> PROBLEM TO SOLVE
Scan the material below for every line with the string "Park", and copy those lines.

====== TASK MATERIAL ======

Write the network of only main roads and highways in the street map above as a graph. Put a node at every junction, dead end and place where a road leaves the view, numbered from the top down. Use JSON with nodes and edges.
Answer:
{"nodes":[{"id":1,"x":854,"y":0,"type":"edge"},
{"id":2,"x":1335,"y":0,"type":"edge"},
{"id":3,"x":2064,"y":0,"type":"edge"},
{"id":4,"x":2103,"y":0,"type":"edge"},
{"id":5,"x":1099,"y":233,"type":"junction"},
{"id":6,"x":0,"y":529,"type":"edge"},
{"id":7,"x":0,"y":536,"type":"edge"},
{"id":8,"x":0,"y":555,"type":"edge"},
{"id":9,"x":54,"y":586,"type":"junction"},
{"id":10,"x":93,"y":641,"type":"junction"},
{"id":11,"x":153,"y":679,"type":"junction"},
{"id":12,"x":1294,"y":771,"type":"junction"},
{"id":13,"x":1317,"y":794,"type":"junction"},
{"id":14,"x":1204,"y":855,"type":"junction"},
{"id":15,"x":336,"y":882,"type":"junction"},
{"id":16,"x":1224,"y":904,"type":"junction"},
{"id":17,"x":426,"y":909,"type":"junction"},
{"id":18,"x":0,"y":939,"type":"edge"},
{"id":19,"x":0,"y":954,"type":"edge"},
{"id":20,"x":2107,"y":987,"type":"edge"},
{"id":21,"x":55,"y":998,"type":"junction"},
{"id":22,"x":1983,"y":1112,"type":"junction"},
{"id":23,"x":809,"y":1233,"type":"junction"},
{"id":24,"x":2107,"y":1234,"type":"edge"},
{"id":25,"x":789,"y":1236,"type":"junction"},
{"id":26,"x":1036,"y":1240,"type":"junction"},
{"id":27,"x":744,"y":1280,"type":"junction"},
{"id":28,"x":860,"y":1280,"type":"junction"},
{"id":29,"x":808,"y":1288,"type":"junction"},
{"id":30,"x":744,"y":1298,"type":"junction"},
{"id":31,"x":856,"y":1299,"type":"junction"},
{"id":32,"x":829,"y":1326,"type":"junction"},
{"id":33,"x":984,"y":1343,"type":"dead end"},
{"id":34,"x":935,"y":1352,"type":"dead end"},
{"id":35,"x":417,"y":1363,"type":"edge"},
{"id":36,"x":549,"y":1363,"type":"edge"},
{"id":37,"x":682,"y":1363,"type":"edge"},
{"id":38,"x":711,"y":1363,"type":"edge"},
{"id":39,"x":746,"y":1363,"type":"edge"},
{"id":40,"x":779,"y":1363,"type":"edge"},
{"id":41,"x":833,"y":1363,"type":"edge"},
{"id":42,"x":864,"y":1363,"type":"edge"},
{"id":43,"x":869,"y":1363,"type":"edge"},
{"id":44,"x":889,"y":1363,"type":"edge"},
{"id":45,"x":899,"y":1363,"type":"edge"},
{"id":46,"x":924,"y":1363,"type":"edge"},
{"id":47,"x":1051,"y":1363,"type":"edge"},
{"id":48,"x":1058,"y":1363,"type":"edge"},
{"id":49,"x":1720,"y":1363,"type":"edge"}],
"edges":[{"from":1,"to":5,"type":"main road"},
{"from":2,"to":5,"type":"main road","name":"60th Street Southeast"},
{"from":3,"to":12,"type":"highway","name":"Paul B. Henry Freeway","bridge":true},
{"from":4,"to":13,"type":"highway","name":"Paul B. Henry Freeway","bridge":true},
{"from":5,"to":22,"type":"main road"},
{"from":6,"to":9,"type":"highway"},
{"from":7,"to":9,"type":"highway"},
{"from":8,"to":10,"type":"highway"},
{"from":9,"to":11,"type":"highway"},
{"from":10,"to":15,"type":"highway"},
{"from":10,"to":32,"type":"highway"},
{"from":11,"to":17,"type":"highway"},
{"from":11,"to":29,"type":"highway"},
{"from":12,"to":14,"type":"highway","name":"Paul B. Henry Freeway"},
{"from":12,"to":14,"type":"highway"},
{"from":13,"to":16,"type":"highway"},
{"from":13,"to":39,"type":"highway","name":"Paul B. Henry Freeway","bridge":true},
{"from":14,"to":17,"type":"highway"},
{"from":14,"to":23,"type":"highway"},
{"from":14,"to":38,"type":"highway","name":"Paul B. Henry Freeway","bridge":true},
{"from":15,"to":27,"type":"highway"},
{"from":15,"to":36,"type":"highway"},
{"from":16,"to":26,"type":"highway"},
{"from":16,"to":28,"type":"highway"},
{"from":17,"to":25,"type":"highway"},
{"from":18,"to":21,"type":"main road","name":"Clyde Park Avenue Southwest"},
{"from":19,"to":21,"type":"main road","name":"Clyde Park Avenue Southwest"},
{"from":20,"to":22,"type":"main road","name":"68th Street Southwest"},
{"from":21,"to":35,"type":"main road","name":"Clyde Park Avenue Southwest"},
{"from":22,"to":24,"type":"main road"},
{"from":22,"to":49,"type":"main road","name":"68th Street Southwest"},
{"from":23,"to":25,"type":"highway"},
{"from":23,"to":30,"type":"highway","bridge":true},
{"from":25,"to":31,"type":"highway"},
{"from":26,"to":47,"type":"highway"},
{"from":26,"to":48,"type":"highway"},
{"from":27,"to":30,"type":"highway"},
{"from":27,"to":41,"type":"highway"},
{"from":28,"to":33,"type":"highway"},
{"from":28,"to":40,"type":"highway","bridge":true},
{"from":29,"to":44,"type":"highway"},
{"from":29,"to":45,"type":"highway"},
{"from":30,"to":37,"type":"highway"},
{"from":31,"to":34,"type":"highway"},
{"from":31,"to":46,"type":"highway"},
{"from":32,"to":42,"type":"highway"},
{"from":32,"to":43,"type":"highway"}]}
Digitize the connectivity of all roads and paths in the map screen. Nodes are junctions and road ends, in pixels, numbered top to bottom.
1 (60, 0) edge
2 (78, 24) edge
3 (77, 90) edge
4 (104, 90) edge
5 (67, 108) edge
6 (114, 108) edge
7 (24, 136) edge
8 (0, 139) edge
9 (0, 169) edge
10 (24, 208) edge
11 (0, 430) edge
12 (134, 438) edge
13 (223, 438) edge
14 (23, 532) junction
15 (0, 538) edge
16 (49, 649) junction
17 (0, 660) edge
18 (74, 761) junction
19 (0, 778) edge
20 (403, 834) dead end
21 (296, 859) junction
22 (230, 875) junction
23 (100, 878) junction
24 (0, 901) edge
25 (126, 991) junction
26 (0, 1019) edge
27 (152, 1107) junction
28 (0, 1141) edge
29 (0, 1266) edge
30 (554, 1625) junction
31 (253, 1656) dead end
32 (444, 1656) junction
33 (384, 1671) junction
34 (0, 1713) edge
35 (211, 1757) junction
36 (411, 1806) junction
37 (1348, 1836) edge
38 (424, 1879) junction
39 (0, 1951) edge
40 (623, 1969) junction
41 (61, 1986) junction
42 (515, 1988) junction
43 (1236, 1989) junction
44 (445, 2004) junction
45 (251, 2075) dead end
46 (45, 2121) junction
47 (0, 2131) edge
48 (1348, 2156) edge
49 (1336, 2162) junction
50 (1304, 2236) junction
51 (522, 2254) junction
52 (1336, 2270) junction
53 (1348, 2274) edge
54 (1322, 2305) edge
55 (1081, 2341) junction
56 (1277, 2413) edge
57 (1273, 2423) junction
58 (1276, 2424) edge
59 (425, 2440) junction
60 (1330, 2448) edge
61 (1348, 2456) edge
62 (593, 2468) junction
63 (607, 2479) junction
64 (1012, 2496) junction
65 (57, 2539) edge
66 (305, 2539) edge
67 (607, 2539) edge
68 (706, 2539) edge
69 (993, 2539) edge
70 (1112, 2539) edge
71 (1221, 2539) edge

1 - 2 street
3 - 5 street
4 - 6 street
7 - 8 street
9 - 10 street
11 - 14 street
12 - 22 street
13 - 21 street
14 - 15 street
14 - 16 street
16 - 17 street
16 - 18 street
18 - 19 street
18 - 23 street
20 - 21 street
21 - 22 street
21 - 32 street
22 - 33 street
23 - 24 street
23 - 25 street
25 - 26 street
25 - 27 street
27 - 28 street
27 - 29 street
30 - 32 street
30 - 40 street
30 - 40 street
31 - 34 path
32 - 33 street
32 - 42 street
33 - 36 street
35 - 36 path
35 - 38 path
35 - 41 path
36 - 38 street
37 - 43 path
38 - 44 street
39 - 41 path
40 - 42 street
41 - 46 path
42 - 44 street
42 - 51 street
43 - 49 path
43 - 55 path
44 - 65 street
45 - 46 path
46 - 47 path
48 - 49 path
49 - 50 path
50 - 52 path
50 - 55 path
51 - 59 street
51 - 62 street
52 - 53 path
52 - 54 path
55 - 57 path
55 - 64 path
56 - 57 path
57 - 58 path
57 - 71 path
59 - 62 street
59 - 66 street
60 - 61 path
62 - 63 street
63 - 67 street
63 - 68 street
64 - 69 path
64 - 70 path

======

> YOUR RESPONSE
{"from":18,"to":21,"type":"main road","name":"Clyde Park Avenue Southwest"},
{"from":19,"to":21,"type":"main road","name":"Clyde Park Avenue Southwest"},
{"from":21,"to":35,"type":"main road","name":"Clyde Park Avenue Southwest"},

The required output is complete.